We disclose herein for the first time that most of these characteristic inclusions contain poly-(Gly-Ala) and to a lesser extent poly-(Gly-Pro) and poly-(Gly-Arg) dipeptide-repeat proteins (DPR) which are generated by non-ATG-initiated translation from the expanded GGGGCC repeats in three reading frames. These findings directly link the FTLD/ALS-associated genetic mutation to the characteristic pathology in patients with C9orf72 hexanucleotide expansion.
So far there is only evidence of a non-ATG-initiated translation of exonic repeat regions in two diseases (Zu et al. 2011).
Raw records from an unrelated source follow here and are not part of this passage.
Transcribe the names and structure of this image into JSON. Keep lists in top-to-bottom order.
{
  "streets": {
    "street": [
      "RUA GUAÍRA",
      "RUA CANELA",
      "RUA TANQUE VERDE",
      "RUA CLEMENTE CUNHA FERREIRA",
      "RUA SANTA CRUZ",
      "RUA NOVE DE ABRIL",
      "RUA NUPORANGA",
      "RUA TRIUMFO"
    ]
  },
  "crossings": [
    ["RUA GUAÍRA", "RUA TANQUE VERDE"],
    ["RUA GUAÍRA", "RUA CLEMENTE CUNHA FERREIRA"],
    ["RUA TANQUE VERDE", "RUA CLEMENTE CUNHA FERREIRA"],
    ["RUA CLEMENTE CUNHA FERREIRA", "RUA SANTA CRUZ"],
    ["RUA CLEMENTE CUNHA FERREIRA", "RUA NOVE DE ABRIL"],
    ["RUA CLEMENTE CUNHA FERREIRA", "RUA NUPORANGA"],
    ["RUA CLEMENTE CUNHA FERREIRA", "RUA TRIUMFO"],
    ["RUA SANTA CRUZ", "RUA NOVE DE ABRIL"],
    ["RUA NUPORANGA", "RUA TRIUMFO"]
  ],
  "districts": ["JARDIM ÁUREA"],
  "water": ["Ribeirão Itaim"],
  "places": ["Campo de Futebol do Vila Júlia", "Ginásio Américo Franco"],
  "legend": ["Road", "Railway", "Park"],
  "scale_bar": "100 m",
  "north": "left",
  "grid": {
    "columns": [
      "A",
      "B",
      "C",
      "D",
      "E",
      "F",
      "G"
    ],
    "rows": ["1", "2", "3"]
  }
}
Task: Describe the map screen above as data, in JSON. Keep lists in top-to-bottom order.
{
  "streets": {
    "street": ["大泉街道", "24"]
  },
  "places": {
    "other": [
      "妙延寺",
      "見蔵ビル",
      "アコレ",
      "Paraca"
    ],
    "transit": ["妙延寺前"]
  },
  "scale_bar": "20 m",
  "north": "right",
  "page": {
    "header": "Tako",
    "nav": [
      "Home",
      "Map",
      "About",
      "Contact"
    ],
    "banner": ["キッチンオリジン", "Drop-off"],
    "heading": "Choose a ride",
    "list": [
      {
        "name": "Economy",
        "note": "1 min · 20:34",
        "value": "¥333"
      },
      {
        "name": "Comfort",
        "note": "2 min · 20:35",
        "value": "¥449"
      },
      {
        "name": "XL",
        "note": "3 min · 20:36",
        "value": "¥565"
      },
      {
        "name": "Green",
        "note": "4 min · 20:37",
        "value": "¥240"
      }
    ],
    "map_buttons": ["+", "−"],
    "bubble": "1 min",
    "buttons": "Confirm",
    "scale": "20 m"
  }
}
ATXN8 encodes a natural poly-Q stretch that can cause poly-Q inclusions upon repeat expansion in spinocerebellar ataxia type 8 (SCA8) patients. The expanded CAG-repeat is translated in all three reading frames (poly-Q, poly-A and poly-S) even after removal of the endogenous start codon. Poly-Q and poly-A have been found in patient aggregates. Furthermore, myotonic dystrophy type 1 (DM1) is caused by CTG-expansion in the 3′UTR of the gene DMPK. The translation into rare poly-Q aggregates in DM1 patients and mouse models was discovered. The underlying mechanism was named repeat-associated non-ATG-initiated translation (RAN) and is patented for tri-, tetra-, and penta-nucleotide repeat disorders (WO2010/115033 A9). RAN translation has not been shown for intronic repeats or hexanucleotide repeats. In one commentary article Laura Ranum speculates about RAN-translation in C9orf72 patients (Ashizawa and Ranum 2012). It is also possible that translation of DPR proteins is initiated from non-canonical start codon 5′ of the repeat region (Ivanov, I. P. et al. 2011; Peabody D. S. 1989; Touriol C. et al., 2003)
We show for the first time a non-ATG-initiated translation of an intronic repeat expansion, which causes p62-positive/TDP43-negative aggregates of poly-GA, poly-GP and poly-GR. This unusual translation mechanism and the highly abnormal product will facilitate more selective therapeutic approaches than possible for other neurodegenerative diseases. Inhibiting the abnormal dipeptide-repeat protein generation or aggregation will prevent or delay disease progression in mutation carriers. DPR pathology can be used to prevent, delay or cure FTD/ALS in C9orf72 mutation carriers by destabilizing the C9ORF72 (intronic) RNA specifically (e.g., siRNA, anti-sense, alter C9orf72 splicing), inhibiting repeat transcription and/or translation into DPR (screen for RAN-specific translation inhibitors), and preventing DPR aggregation or promoting degradation or clearance (through chemical compounds or immunotherapy).
Similar mechanisms are likely to apply for SCA36, caused by GGCCTG hexanucleotide expansion in NOP56 (Kobayashi et al. 2011). Some of the reading frames encode DPRs as in C9orf72, poly-GP and poly-PR, however with different flanking regions. Therefore, therapeutic drugs discovered for C9orf72 patients are likely to be useful for SCA36 patients too.